Winston-Salem Journal, 8/4/14

Winston-Salem/Forsyth County Schools will start the year with unfilled positions as officials work to understand the impact of amendments to the state budget passed last week by the General Assembly.

The local Board of Education held a special meeting Monday to talk about the budget, which Gov. Pat McCrory said he would sign into law.

Kerry Crutchfield, the district’s budget director, said the district is sorting through the 260-page budget to understand just what changes have been made and how those will affect local schools.

What is clear, he said, is that money for teacher assistants has been cut. More than $100 million was cut from teacher assistant funding, which will equate to just under $4 million locally. That’s about 125 teacher assistants, Crutchfield said.
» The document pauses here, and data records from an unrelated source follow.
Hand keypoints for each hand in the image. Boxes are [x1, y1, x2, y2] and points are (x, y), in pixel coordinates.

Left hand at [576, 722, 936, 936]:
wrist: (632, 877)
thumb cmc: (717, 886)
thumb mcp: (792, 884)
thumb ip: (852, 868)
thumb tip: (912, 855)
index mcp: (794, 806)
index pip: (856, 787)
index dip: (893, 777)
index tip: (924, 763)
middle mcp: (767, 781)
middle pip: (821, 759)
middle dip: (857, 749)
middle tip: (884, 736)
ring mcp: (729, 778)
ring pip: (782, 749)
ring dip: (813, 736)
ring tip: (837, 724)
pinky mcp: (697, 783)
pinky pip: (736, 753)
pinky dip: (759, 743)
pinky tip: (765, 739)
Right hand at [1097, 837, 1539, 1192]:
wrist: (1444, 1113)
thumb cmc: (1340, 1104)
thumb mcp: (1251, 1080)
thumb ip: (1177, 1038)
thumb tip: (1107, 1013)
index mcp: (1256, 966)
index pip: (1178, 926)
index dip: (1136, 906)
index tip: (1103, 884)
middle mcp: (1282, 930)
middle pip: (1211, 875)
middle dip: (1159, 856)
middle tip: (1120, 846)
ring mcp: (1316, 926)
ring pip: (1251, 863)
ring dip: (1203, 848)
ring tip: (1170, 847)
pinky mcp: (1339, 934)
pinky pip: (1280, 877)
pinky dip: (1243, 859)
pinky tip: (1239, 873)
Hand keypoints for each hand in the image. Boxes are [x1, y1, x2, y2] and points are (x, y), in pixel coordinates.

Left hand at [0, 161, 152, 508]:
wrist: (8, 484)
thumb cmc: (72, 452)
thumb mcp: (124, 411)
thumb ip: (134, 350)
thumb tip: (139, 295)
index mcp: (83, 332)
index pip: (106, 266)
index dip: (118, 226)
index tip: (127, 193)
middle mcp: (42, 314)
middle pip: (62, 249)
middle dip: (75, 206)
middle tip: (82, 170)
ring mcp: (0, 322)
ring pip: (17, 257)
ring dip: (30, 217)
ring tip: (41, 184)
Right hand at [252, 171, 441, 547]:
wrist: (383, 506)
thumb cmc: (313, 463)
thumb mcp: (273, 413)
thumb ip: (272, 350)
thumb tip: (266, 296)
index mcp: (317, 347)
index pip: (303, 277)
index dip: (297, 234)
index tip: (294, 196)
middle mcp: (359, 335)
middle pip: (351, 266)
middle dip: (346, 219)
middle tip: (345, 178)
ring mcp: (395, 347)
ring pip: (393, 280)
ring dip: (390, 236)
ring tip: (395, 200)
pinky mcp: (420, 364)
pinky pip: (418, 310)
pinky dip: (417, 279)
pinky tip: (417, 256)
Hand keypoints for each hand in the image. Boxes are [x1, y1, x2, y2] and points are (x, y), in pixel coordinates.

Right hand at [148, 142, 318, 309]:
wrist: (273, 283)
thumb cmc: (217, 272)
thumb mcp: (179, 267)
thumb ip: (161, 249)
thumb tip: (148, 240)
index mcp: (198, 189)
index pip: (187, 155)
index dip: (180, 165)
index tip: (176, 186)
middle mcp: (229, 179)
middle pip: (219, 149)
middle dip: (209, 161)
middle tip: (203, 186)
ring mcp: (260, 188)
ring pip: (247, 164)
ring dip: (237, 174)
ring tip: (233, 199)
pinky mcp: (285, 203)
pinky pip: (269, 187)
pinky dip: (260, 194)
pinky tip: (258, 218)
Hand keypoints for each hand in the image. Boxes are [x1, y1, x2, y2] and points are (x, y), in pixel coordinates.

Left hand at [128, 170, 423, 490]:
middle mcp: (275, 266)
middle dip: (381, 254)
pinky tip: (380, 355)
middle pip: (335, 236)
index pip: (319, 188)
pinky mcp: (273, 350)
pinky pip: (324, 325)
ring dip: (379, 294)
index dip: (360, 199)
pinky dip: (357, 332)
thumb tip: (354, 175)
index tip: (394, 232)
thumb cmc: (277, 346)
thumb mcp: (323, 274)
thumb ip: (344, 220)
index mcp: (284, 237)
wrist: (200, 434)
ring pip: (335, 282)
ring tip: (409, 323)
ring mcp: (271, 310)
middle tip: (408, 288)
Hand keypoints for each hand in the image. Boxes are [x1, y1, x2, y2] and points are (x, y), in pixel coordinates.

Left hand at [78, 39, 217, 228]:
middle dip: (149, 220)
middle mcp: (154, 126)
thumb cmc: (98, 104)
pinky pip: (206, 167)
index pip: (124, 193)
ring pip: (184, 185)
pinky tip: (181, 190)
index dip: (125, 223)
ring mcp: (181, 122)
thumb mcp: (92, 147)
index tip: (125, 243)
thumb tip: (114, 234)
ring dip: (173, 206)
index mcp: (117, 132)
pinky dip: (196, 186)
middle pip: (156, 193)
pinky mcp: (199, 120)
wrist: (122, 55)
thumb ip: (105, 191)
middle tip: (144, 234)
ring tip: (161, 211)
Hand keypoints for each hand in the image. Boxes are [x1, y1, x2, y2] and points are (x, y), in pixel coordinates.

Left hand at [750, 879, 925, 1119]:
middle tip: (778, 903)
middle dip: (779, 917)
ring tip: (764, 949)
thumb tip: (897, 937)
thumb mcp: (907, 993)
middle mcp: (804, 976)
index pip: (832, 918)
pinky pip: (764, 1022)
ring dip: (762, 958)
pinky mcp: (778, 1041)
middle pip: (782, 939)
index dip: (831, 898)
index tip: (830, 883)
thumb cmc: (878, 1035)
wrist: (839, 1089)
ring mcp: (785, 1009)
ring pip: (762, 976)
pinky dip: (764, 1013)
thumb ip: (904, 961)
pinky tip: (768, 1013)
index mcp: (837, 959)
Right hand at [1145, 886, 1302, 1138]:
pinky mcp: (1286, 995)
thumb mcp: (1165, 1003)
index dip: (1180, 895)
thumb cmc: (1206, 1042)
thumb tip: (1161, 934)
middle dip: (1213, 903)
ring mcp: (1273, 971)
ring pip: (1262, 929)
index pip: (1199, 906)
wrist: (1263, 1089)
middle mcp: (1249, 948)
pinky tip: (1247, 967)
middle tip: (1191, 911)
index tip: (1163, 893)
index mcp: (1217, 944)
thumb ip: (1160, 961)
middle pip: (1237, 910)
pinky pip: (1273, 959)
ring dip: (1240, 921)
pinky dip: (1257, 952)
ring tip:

The General Assembly will allow districts to transfer some of the money appropriated for extra classroom teachers to reduce class size to teacher assistants, but it’s not enough to cover the full amount cut.

Superintendent Beverly Emory said the choice between reducing class size and keeping teacher assistants is “untenable.” The district needs both, she said, but will likely use money to preserve teacher assistants.

“If it’s going to cost people their jobs, I don’t see how we can use it (for class size),” she said.

The district put a freeze on filling vacant teacher assistant positions in the spring when it looked like the money would be cut. That freeze will continue until the school board has a chance to review budget details and decide how to handle the cuts, Emory said. That decision is tentatively scheduled to be made at the board’s Aug. 26 meeting – a day after the new school year starts.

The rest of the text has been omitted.